Se todos os Presidentes da nova República, excetuando Itamar Franco, tiveram ameaças ou padeceram com a ordem parlamentar de destituição de seu cargo, nenhum Presidente da Câmara teve um assento de cadeira tão alto, como esse do deputado Arthur Lira, pela sobreposição de mais de cem pedidos de impeachment, ou seja, de afastamento o Presidente da República.
Ele se assenta desconfortavelmente sobre todos os pedidos e parece dizer baixinho “daqui não saio, daqui ninguém me tira”. Afinal, não existe uma regra na Constituição do Brasil, e reproduzível no Regimento Interno da Câmara, que fixe um prazo para ele se pronunciar sobre os pedidos de afastamento do Presidente da República.
Já houve ação judicial, perante o Supremo Tribunal Federal, para suprir essa lacuna, invocando como fundamento o artigo 5º – LXXI da Constituição Federal, segundo o qual “conceder-se-á mandado de injunção sempre que a falta de norma regulamentadora torne inviável o exercício de direitos e liberdades constitucionais e das prerrogativas inerentes à nacionalidade, à soberania e à cidadania”.
Vê-se, pois, que não há regra reguladora para o Presidente da Câmara Federal e a cidadania tem direito subjetivo, em tese, para acionar a autoridade que está abusando, no exercício de seu cargo, não declarando sim ou não ao pedido de impeachment colocado sob o seu crivo de julgamento.
O pedido foi recusado liminarmente, ou seja, ele foi protocolado e em seguida negado.
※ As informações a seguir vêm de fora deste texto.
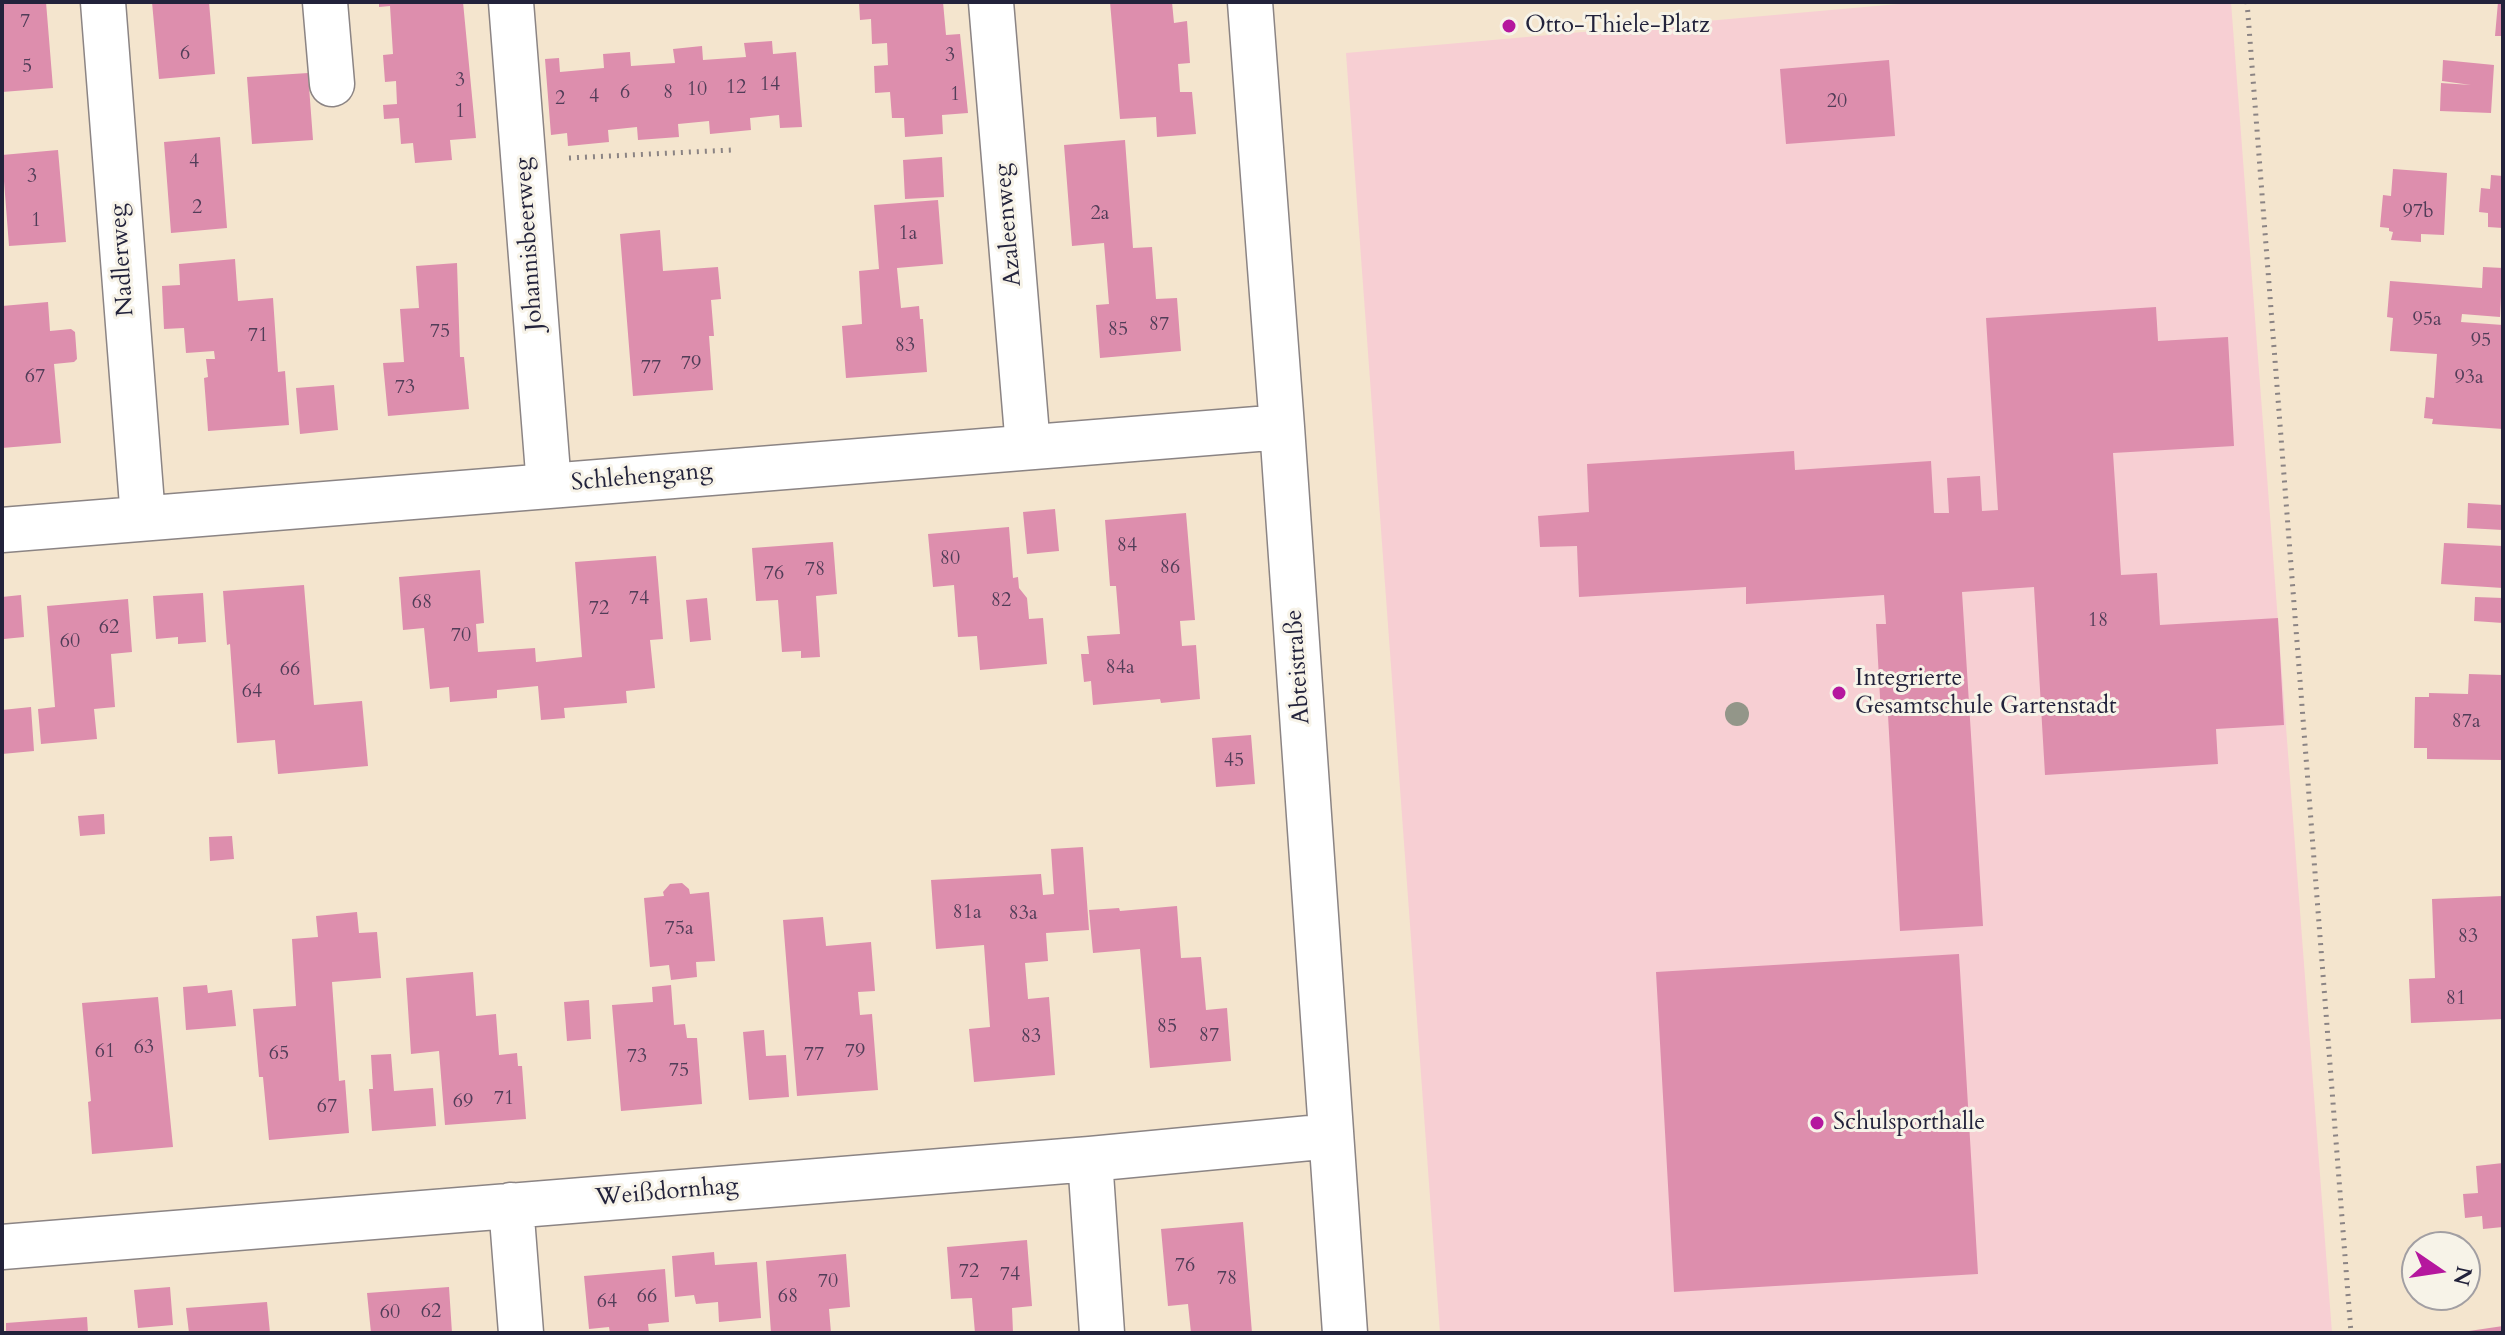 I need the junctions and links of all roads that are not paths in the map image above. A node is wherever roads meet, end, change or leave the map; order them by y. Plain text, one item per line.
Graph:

A Ministra Cármen Lúcia, em seu voto, registra que a Constituição de 1988 recepcionou a Lei nº 10.059/50 e nessa Lei do Impeachment não existe um prazo para o Presidente da Câmara admitir, ou não, a petição que pretenda o mandado de injunção. Essa petição, evidentemente, deve descrever, comprovadamente, os delitos em tese cometidos pelo Presidente da República.
E a decisão, que rejeitou o pedido, concluiu que a decisão do Presidente da Câmara é de natureza política e por isso está submetida ao critério discricionário da conveniência e da oportunidade. Se ele, somente ele, achar não ser nem conveniente, nem oportuno o pedido, a petição sai da sua mesa e vai para o arquivo.
Não é fácil aceitar sem discussão essa decisão monocrática da Ministra do Supremo Tribunal Federal.
Afinal, a Lei do Impeachment é como uma velhusca senhora de mais de setenta anos, que deve ser curvar aos fluxos dos novos tempos.
Só para ficar em um só argumento. Há 72 anos, não ocupava a realidade teórica e prática o direito da participação da cidadania nos debates dos assuntos e dos negócios públicos, o que marca a modernidade democrática. Em razão desse direito reconhecido pelo ordenamento atual, não se pode continuar a admitir que possa existir autoridade alguma, civil ou militar, atuando sem controle social. Que não dizer do agente político, cuja eleição é pelo instrumento democrático do voto direto?
O direito à participação política, ficando represado por uma autoridade, gera insuportável domínio de um só, que não é obrigado a dar seguimento, mas deve ser obrigado a dizer, motivadamente, porque aceita ou rejeita o pedido de afastamento do Presidente da República.
Assim como a Procuradoria Geral da República não pode ser expectadora da CPI da covid-19, no dizer da Ministra Rosa Weber, devendo instaurar o inquérito sobre a eventual inércia do Presidente da República sobre os roedores da moral pública, circulando pelo Ministério da Saúde, segundo a denúncia feita por deputado federal de sua bancada, assim também a representação máxima da Câmara dos Deputados não pode guardar silêncio sobre pedido de afastamento presidencial.
Na Constituição de 1988 celebram-se os princípios escritos e implícitos, tal sua riqueza. Cada princípio pode servir de fonte para suprir-se uma lacuna do ordenamento jurídico. Nas políticas que afetam o meio ambiente ele está expresso, para só citar uma hipótese. Ainda, recolhe-se do texto constitucional o conceito de eficiência aplicável à Administração Pública e o direito da cidadania em obter em tempo razoável a efetivação da prestação judicial, requerida pela cidadania. E o princípio da razoabilidade, que é o regente da ordem jurídica. É razoável sentar-se na montanha das petições e ali ficar, ficar, ficar?
É como se no Parlamento nacional pudesse existir um espaço, denominado cemitério de direitos, em que o abuso abusado é permitido, frustrando-se a sacralidade do voto pela atuação do coveiro engravatado.